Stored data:
+++++
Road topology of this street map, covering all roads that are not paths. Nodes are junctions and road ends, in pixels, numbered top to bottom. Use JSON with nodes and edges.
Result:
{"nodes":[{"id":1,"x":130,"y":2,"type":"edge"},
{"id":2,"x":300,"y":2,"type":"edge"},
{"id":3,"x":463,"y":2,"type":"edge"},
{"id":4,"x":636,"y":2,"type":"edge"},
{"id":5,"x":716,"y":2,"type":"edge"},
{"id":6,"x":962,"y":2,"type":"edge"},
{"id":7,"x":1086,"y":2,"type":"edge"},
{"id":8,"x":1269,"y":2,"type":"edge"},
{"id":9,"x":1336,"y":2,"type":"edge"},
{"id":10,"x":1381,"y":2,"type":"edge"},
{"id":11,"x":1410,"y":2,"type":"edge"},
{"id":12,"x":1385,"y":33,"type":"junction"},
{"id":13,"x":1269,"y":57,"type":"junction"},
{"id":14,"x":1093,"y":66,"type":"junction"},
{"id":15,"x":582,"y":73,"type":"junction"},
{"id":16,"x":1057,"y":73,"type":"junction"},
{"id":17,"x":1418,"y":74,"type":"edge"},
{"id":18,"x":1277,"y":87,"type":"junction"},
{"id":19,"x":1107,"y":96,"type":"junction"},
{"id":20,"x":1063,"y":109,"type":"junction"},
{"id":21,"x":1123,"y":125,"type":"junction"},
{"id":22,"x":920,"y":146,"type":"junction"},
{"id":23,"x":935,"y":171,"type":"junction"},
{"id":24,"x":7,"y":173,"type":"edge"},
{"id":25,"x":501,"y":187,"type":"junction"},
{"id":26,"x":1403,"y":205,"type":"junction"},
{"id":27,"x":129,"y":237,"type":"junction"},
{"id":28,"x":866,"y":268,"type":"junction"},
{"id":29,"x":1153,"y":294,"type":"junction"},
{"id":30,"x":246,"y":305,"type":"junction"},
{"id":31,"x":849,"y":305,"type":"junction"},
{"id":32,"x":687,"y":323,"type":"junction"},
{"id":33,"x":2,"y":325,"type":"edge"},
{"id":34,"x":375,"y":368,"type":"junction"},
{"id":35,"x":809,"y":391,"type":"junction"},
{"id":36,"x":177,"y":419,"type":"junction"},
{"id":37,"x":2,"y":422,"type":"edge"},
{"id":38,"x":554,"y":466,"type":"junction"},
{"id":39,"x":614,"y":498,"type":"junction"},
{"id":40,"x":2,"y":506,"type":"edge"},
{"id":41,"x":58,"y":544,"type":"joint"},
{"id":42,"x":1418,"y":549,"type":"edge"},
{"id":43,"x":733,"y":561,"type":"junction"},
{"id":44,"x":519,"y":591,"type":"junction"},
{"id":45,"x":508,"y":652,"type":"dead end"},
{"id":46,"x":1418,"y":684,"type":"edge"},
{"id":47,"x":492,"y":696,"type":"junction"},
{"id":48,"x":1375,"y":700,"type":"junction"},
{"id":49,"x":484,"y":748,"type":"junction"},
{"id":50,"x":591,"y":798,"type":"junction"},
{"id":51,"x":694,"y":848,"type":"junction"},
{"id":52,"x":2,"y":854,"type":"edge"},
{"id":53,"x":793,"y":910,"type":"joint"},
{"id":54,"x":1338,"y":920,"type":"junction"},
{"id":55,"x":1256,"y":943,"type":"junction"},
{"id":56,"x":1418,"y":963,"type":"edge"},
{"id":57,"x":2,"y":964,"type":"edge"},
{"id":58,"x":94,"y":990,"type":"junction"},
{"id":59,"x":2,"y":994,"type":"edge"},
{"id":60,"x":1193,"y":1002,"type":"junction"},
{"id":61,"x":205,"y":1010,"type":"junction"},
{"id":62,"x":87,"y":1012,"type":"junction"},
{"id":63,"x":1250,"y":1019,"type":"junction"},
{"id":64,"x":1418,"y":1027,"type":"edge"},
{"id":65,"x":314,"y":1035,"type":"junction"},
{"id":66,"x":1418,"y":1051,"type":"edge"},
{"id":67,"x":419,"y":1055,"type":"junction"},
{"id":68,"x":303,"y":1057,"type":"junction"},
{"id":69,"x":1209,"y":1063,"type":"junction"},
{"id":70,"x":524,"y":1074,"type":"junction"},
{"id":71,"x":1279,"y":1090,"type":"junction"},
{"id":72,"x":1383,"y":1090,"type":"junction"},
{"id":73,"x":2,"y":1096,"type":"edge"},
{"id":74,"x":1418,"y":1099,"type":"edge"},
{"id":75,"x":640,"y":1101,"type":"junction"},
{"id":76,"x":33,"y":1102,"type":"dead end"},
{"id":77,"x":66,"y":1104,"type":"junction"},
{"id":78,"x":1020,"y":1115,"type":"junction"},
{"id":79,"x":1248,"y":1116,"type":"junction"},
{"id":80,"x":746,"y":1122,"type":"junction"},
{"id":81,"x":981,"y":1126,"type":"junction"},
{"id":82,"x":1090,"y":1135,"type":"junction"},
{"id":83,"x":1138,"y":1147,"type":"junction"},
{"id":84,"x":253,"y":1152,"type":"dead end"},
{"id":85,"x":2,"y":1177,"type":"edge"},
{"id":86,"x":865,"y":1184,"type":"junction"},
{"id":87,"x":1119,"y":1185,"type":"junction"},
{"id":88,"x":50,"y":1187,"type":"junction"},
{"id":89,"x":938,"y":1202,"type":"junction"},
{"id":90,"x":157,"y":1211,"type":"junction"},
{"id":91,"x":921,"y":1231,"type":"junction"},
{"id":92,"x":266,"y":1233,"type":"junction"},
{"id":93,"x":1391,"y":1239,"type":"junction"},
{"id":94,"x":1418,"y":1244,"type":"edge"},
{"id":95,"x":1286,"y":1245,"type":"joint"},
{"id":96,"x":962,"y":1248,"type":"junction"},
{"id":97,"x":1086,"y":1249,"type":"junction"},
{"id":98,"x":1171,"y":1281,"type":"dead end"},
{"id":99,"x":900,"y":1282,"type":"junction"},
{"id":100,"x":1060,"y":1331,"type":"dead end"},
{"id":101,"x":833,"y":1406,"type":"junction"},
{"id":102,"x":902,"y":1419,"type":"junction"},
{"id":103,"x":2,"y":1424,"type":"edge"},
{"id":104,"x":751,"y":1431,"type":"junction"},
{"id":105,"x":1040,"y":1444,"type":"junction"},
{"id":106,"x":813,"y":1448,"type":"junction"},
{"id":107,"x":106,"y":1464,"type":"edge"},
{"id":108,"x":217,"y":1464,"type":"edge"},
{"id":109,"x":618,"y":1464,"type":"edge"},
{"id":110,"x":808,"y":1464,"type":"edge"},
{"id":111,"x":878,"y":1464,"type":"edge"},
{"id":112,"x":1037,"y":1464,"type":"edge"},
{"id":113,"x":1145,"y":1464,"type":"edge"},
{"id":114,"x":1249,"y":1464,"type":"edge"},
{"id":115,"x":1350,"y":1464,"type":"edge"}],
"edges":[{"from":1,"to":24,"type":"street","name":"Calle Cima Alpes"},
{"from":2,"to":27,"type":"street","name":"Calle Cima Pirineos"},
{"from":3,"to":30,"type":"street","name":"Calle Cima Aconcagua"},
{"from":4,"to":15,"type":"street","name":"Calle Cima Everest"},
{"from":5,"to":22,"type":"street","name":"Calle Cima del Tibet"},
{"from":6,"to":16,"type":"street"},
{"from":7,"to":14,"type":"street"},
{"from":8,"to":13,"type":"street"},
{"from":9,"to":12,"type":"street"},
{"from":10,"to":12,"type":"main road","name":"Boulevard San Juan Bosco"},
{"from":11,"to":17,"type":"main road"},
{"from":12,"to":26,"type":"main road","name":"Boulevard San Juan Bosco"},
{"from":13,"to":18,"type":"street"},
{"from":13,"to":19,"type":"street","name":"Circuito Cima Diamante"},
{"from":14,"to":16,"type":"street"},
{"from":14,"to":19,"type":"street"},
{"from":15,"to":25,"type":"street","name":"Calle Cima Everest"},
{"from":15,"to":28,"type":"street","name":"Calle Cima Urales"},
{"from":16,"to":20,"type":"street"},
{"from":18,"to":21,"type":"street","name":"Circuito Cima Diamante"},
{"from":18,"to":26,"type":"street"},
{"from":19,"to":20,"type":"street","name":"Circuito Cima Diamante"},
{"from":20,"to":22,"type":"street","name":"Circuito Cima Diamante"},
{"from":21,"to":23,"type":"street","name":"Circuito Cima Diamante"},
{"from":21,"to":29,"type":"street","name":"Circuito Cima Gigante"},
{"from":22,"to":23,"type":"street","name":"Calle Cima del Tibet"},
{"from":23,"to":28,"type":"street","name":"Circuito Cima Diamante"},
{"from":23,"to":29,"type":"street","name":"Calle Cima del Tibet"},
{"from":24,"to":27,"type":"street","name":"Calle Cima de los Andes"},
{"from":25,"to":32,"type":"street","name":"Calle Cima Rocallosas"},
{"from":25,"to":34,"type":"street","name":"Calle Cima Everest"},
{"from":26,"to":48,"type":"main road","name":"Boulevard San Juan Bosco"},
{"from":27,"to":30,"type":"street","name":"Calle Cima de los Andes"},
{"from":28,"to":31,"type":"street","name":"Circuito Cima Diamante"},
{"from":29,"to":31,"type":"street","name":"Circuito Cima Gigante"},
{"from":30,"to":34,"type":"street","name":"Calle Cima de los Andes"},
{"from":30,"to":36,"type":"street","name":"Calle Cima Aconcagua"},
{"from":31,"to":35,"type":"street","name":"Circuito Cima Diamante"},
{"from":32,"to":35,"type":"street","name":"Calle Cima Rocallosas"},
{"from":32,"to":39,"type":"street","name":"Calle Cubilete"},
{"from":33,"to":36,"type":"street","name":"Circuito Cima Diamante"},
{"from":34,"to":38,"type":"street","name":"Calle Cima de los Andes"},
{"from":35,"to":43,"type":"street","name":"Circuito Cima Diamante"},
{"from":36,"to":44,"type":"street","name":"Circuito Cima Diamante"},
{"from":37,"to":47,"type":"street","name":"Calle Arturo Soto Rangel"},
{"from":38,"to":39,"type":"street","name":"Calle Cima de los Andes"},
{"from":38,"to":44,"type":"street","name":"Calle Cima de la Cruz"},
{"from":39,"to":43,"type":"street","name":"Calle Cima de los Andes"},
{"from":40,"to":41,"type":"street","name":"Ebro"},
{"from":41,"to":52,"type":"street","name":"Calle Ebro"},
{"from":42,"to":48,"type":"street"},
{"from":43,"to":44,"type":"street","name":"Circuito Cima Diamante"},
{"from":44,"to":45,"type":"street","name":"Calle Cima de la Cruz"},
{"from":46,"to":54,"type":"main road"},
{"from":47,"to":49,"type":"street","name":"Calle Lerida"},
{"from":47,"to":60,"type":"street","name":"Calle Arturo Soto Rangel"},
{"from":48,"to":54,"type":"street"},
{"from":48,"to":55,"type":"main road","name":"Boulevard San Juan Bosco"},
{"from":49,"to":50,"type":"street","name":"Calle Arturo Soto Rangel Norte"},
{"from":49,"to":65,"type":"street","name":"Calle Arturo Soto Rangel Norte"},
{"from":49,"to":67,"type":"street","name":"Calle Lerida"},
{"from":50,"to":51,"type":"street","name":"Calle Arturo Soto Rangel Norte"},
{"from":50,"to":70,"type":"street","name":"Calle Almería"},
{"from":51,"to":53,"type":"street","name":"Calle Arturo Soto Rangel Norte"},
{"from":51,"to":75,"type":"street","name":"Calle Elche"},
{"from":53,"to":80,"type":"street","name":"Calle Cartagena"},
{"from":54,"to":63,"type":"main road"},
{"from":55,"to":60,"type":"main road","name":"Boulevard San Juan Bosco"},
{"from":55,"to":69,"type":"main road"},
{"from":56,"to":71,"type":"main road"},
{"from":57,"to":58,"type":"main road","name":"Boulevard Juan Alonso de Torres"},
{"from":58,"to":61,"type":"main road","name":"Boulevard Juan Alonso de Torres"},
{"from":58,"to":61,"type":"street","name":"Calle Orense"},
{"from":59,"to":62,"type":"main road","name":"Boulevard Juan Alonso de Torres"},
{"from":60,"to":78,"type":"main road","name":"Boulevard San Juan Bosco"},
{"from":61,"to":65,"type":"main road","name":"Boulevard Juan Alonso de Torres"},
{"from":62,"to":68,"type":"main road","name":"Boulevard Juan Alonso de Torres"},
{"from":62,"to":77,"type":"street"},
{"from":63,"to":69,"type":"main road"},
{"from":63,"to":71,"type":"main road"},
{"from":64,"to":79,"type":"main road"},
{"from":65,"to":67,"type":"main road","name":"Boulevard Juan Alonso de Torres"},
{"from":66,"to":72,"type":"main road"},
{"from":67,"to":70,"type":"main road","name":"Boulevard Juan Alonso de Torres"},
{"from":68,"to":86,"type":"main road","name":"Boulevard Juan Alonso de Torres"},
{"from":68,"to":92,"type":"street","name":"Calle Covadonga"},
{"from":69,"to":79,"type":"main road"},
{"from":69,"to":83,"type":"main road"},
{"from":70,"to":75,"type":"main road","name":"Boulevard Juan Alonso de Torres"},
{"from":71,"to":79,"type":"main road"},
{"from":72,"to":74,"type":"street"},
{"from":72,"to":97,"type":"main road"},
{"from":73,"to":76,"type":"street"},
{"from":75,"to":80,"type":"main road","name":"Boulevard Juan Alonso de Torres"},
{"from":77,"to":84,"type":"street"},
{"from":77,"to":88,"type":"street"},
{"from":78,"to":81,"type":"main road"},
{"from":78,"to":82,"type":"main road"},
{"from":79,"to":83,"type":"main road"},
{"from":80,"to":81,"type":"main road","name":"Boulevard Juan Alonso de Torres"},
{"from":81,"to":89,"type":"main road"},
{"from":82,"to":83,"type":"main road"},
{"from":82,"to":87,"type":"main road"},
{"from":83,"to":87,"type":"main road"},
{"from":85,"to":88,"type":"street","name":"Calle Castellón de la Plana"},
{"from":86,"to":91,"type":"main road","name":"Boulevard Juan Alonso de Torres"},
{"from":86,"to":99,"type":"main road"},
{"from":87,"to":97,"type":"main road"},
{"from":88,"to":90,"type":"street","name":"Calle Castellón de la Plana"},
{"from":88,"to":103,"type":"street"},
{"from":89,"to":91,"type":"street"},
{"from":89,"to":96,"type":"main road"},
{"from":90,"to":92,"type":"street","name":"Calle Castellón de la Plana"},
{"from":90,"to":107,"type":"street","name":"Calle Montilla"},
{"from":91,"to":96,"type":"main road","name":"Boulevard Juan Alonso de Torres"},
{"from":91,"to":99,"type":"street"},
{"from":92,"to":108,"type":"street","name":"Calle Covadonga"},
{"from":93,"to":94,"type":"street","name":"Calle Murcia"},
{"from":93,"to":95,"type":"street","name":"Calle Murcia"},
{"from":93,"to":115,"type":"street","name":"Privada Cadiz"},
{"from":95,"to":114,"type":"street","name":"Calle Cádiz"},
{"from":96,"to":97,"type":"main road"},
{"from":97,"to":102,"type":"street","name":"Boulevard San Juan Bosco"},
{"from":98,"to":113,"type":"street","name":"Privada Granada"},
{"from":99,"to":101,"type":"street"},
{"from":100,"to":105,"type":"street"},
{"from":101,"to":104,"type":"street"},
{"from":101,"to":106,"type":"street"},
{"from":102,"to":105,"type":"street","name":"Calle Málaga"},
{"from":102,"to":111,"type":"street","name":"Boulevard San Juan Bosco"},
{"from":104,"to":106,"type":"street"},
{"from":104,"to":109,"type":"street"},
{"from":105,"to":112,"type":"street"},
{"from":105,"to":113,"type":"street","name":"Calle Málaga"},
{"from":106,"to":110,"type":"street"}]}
+++++
Could you return the lines in the entries above that contain "Ebro"?

{"from":40,"to":41,"type":"street","name":"Ebro"},
{"from":41,"to":52,"type":"street","name":"Calle Ebro"},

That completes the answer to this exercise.